* PROBLEM TO WORK ON
Your job is to return each record exactly, minus any pictures.

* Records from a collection
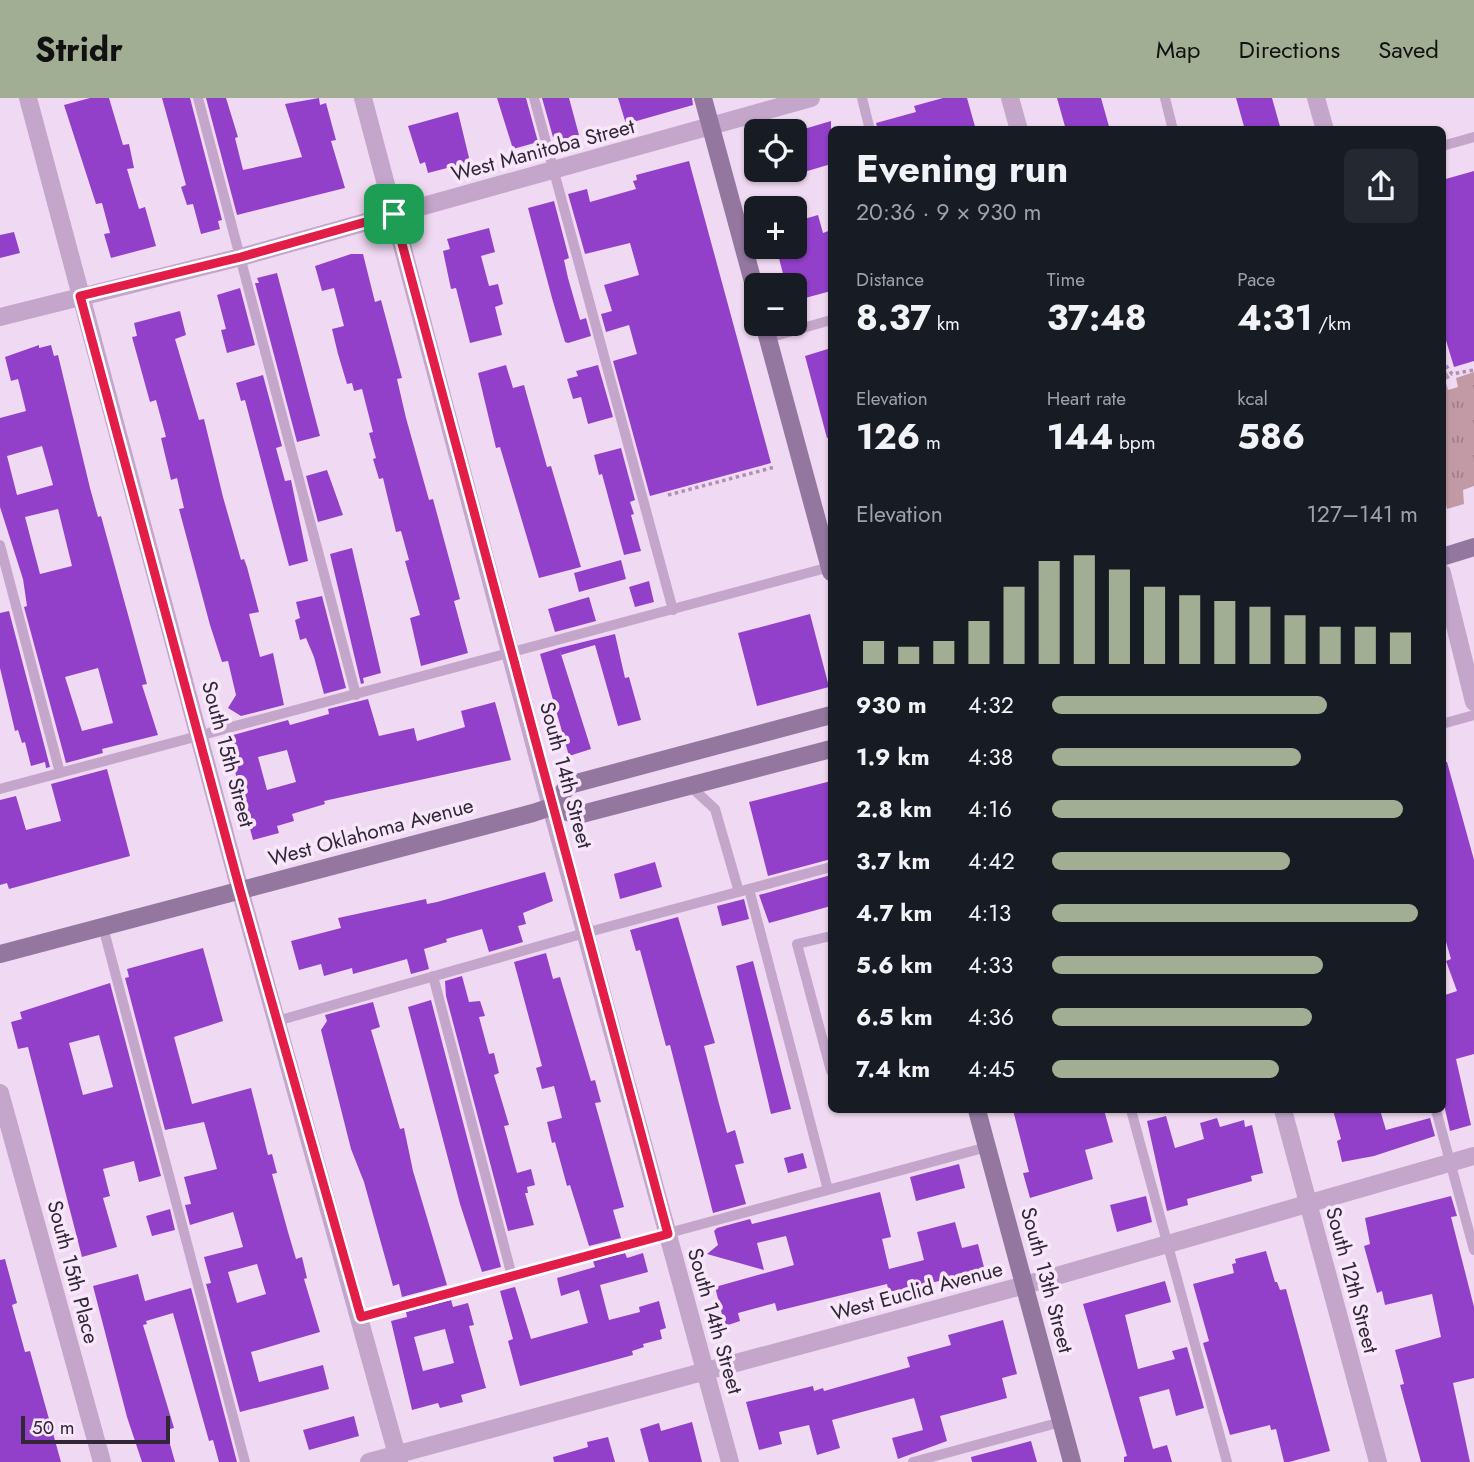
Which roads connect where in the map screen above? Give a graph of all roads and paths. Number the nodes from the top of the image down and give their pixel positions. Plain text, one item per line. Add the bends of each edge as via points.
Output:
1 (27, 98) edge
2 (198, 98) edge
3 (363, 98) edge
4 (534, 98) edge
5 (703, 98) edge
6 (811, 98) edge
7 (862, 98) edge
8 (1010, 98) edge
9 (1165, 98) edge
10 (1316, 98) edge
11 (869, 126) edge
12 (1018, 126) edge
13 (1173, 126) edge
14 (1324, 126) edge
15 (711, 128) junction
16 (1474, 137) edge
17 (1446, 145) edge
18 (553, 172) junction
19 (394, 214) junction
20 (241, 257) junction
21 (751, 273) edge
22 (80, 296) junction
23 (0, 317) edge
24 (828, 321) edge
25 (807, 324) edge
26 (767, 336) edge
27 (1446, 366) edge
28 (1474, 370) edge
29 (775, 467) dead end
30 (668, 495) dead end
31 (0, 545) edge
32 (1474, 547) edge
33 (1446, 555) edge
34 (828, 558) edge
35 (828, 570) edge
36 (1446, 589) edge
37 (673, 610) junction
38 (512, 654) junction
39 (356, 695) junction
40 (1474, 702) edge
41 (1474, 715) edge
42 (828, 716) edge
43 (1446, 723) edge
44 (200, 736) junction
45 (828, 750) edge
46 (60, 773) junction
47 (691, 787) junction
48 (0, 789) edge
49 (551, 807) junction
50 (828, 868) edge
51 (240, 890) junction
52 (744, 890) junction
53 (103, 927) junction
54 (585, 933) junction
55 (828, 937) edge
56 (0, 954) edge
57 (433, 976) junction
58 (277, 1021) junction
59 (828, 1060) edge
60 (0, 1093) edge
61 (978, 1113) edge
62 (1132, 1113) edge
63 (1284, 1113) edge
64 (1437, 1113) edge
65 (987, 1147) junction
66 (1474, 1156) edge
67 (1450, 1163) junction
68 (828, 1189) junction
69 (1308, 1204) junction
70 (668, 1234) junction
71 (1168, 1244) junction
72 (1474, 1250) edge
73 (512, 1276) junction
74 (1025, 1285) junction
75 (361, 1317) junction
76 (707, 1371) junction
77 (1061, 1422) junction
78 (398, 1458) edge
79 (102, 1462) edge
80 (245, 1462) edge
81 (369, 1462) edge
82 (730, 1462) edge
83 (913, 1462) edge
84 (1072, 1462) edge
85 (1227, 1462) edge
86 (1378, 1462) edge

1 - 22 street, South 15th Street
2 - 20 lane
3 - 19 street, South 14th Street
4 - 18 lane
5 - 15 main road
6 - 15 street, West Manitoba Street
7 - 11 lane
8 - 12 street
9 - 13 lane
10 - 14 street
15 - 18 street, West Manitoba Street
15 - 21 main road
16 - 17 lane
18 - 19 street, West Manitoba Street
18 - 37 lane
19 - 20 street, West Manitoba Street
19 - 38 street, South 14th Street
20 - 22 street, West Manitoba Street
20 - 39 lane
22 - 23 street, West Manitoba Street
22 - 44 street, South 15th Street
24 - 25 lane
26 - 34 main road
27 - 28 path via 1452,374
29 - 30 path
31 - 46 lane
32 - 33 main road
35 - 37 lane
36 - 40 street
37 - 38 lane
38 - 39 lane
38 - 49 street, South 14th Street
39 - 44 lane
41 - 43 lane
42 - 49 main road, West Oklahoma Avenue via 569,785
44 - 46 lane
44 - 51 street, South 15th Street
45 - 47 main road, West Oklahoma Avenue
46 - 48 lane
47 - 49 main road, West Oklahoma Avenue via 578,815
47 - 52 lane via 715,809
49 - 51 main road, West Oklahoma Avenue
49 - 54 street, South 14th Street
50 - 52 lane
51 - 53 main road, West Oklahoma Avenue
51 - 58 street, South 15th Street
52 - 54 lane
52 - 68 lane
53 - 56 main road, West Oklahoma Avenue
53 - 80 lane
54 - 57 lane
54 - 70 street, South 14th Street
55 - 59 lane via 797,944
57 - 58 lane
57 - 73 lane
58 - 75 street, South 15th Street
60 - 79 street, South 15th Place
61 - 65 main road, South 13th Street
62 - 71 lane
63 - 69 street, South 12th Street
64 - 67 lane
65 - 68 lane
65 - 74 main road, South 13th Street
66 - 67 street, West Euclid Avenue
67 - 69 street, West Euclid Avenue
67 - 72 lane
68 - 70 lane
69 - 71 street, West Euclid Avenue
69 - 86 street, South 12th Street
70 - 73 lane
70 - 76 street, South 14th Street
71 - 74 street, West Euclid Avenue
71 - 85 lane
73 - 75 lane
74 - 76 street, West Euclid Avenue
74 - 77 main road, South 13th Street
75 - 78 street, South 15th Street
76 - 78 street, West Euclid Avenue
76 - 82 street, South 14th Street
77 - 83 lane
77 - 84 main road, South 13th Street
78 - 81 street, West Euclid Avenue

* TASK ANSWER
Which roads connect where in the map screen above? Give a graph of all roads and paths. Number the nodes from the top of the image down and give their pixel positions. Plain text, one item per line. Add the bends of each edge as via points.
Output:
1 (27, 98) edge
2 (198, 98) edge
3 (363, 98) edge
4 (534, 98) edge
5 (703, 98) edge
6 (811, 98) edge
7 (862, 98) edge
8 (1010, 98) edge
9 (1165, 98) edge
10 (1316, 98) edge
11 (869, 126) edge
12 (1018, 126) edge
13 (1173, 126) edge
14 (1324, 126) edge
15 (711, 128) junction
16 (1474, 137) edge
17 (1446, 145) edge
18 (553, 172) junction
19 (394, 214) junction
20 (241, 257) junction
21 (751, 273) edge
22 (80, 296) junction
23 (0, 317) edge
24 (828, 321) edge
25 (807, 324) edge
26 (767, 336) edge
27 (1446, 366) edge
28 (1474, 370) edge
29 (775, 467) dead end
30 (668, 495) dead end
31 (0, 545) edge
32 (1474, 547) edge
33 (1446, 555) edge
34 (828, 558) edge
35 (828, 570) edge
36 (1446, 589) edge
37 (673, 610) junction
38 (512, 654) junction
39 (356, 695) junction
40 (1474, 702) edge
41 (1474, 715) edge
42 (828, 716) edge
43 (1446, 723) edge
44 (200, 736) junction
45 (828, 750) edge
46 (60, 773) junction
47 (691, 787) junction
48 (0, 789) edge
49 (551, 807) junction
50 (828, 868) edge
51 (240, 890) junction
52 (744, 890) junction
53 (103, 927) junction
54 (585, 933) junction
55 (828, 937) edge
56 (0, 954) edge
57 (433, 976) junction
58 (277, 1021) junction
59 (828, 1060) edge
60 (0, 1093) edge
61 (978, 1113) edge
62 (1132, 1113) edge
63 (1284, 1113) edge
64 (1437, 1113) edge
65 (987, 1147) junction
66 (1474, 1156) edge
67 (1450, 1163) junction
68 (828, 1189) junction
69 (1308, 1204) junction
70 (668, 1234) junction
71 (1168, 1244) junction
72 (1474, 1250) edge
73 (512, 1276) junction
74 (1025, 1285) junction
75 (361, 1317) junction
76 (707, 1371) junction
77 (1061, 1422) junction
78 (398, 1458) edge
79 (102, 1462) edge
80 (245, 1462) edge
81 (369, 1462) edge
82 (730, 1462) edge
83 (913, 1462) edge
84 (1072, 1462) edge
85 (1227, 1462) edge
86 (1378, 1462) edge

1 - 22 street, South 15th Street
2 - 20 lane
3 - 19 street, South 14th Street
4 - 18 lane
5 - 15 main road
6 - 15 street, West Manitoba Street
7 - 11 lane
8 - 12 street
9 - 13 lane
10 - 14 street
15 - 18 street, West Manitoba Street
15 - 21 main road
16 - 17 lane
18 - 19 street, West Manitoba Street
18 - 37 lane
19 - 20 street, West Manitoba Street
19 - 38 street, South 14th Street
20 - 22 street, West Manitoba Street
20 - 39 lane
22 - 23 street, West Manitoba Street
22 - 44 street, South 15th Street
24 - 25 lane
26 - 34 main road
27 - 28 path via 1452,374
29 - 30 path
31 - 46 lane
32 - 33 main road
35 - 37 lane
36 - 40 street
37 - 38 lane
38 - 39 lane
38 - 49 street, South 14th Street
39 - 44 lane
41 - 43 lane
42 - 49 main road, West Oklahoma Avenue via 569,785
44 - 46 lane
44 - 51 street, South 15th Street
45 - 47 main road, West Oklahoma Avenue
46 - 48 lane
47 - 49 main road, West Oklahoma Avenue via 578,815
47 - 52 lane via 715,809
49 - 51 main road, West Oklahoma Avenue
49 - 54 street, South 14th Street
50 - 52 lane
51 - 53 main road, West Oklahoma Avenue
51 - 58 street, South 15th Street
52 - 54 lane
52 - 68 lane
53 - 56 main road, West Oklahoma Avenue
53 - 80 lane
54 - 57 lane
54 - 70 street, South 14th Street
55 - 59 lane via 797,944
57 - 58 lane
57 - 73 lane
58 - 75 street, South 15th Street
60 - 79 street, South 15th Place
61 - 65 main road, South 13th Street
62 - 71 lane
63 - 69 street, South 12th Street
64 - 67 lane
65 - 68 lane
65 - 74 main road, South 13th Street
66 - 67 street, West Euclid Avenue
67 - 69 street, West Euclid Avenue
67 - 72 lane
68 - 70 lane
69 - 71 street, West Euclid Avenue
69 - 86 street, South 12th Street
70 - 73 lane
70 - 76 street, South 14th Street
71 - 74 street, West Euclid Avenue
71 - 85 lane
73 - 75 lane
74 - 76 street, West Euclid Avenue
74 - 77 main road, South 13th Street
75 - 78 street, South 15th Street
76 - 78 street, West Euclid Avenue
76 - 82 street, South 14th Street
77 - 83 lane
77 - 84 main road, South 13th Street
78 - 81 street, West Euclid Avenue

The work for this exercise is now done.